Noah’s third son walked over to the three men. His name was Japheth, which he hated, because whenever he introduced himself to someone, it sounded like he had a speech impediment. Japheth had an MBA, and tended not to help with the shipbuilding and animal-loading aspects of Noah’s business, preferring to focus on what he called ‘the big picture stuff’.

‘Are you cats telling dad the implementation issues we’ve identified with the flood strategy?’ Japheth asked. ‘It’s such a bummer, seriously.’

‘I don’t see that we have an alternative here. God’s going to flood the entire planet, and he’s given us the chance to survive.’

‘This was the only solution set the big guy explored? Has he looked into maybe a scolding, or a light spanking? Maybe ground us all for a few days?’

‘He definitely said a flooding.’

‘Look, I just think you and the G-man need to whiteboard this, dream up together a few different alternatives, maybe convene a few focus groups, y’know? I just don’t think the market’s going to buy the ‘being drowned’ option.’

‘Look, I can talk to him, but he’s God. There’s not all that much room to negotiate.’

‘I don’t know about that,’ Japheth said. ‘We’re in a situation where the major threat to our company – God – is also a business partner with us on this ark project. That’s an ideal scenario for negotiation in my book. Instead of designing such a complicated solution, why can’t he simply remove the threat? I can put together a few PowerPoint slides, sketch out a presentation you could give him if you think it’d help. I think it’d be compelling.’

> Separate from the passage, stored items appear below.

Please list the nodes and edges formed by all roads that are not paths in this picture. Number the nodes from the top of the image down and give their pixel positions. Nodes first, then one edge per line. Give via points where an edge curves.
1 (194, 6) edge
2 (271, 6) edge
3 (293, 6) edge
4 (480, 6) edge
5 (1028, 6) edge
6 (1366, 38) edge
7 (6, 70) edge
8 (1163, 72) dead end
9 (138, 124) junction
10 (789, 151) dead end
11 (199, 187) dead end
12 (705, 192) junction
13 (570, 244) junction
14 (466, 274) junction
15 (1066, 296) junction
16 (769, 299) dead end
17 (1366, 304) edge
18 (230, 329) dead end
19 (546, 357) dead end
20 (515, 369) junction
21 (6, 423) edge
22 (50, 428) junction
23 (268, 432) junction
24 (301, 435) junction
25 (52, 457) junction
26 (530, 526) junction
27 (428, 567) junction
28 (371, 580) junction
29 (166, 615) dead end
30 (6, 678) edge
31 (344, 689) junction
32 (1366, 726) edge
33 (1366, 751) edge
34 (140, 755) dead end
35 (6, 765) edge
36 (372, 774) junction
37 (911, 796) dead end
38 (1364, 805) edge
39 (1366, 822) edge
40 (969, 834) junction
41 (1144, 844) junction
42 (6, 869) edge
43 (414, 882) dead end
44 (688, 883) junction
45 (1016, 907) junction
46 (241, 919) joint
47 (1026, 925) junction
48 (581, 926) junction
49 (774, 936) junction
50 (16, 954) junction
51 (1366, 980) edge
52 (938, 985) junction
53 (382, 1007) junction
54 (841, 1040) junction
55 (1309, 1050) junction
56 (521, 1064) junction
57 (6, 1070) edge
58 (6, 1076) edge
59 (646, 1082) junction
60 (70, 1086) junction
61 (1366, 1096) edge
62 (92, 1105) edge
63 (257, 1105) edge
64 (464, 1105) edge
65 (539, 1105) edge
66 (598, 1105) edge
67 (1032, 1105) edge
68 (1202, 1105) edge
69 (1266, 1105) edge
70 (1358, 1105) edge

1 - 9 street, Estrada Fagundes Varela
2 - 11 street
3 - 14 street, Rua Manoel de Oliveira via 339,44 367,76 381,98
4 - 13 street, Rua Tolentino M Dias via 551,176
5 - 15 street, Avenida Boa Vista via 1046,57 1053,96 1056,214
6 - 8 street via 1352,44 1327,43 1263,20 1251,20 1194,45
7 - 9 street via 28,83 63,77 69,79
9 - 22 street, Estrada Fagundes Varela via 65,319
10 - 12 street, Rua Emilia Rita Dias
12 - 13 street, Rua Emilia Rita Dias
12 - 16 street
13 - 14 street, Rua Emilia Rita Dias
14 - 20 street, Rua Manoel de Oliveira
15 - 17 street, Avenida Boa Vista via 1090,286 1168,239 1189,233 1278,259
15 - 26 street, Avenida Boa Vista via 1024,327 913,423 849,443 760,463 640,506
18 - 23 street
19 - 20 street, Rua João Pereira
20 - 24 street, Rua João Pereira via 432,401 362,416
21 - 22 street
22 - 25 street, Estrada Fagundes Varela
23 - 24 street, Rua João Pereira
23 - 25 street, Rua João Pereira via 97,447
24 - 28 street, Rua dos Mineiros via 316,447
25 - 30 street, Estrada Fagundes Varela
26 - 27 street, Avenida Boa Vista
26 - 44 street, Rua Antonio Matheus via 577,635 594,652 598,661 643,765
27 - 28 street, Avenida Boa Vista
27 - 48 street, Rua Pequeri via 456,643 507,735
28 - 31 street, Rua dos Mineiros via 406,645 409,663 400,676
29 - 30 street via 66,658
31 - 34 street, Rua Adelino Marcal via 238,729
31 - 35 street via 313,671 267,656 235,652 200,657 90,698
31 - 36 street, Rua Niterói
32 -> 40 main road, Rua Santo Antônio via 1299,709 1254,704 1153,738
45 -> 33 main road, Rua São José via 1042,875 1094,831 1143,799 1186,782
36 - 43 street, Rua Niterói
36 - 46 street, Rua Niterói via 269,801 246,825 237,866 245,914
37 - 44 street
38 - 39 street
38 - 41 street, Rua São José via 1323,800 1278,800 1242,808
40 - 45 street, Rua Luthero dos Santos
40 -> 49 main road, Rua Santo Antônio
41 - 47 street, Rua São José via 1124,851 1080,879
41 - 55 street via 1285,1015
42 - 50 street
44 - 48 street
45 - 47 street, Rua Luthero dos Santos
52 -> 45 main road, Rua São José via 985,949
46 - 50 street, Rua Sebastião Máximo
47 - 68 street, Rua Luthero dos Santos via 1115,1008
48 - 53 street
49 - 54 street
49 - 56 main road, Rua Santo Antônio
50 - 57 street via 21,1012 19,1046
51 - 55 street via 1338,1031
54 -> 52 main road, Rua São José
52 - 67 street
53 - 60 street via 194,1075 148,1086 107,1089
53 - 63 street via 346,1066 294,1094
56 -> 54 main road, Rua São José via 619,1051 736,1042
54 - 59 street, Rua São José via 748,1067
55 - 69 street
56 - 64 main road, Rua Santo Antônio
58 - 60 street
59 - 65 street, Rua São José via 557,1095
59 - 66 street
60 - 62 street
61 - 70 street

‘I’m happy to organize a rally too,’ Shem said. ‘Bit of marching, a few chants. I’m thinking “the workers, united, will never be flooded in a planetwide deluge”. Once the proletariat demands a complete moratorium on flooding, God will be powerless to refuse us – or at least as powerless as an omnipotent being can be.’

‘I’ll talk to him,’ Noah said. ‘But despite what his PR reps say, he doesn’t always answer prayers.’

‘I’ve had an idea,’ Ham said. ‘I’m not entirely sure God would go for it, but it’s worth a try. What if the whole flood thing was a parable?’

‘A parable?’ asked Noah.

‘Yeah – see, that’s when you tell people a story to make them realize something. It’s, like, a teaching method.’

‘Can you give me an example?’ Noah asked.

‘Well, imagine there’s this good Samaritan… actually wait, hold that thought for a couple of thousand years. How about this… imagine if instead of actually flooding the world, we just tell people that God did, and that makes them re-think their own wickedness? The net rate of wickedness would go down and he wouldn’t need to, y’know, kill everything.’

‘I like it,’ Shem said. ‘It’s like creating false consciousness – the bourgeoisie do that all the time to keep us workers oppressed.’

‘Cool,’ Japheth said. ‘I can only see one problem. What if someday in the future, people read this story, and think that it actually happened? That God did literally flood the earth?’

‘Nobody would be that stupid, surely?’ Ham said. ‘I mean, we all know that story of how God created the world in six days, yeah? I mean, none of you actually think it was six regular days, do you? Not given evolution and everything we know about science.’

‘Comprende,’ Shem said. ‘Opiate of the masses, and all that.’

‘I don’t believe in anything,’ Japheth shrugged. ‘Except my bonus.’

‘What’s with all this doubt?’ asked Noah. ‘Why couldn’t he create the earth in six days? He’s God!’

‘Look dad – you and God need to have a talk. Because, here’s the thing – sometimes people tell other people elaborate stories to get them to believe something. Just tell the Almighty that the flood should be one of those stories,’ Ham said. ‘Trust me, God will know exactly what you mean.’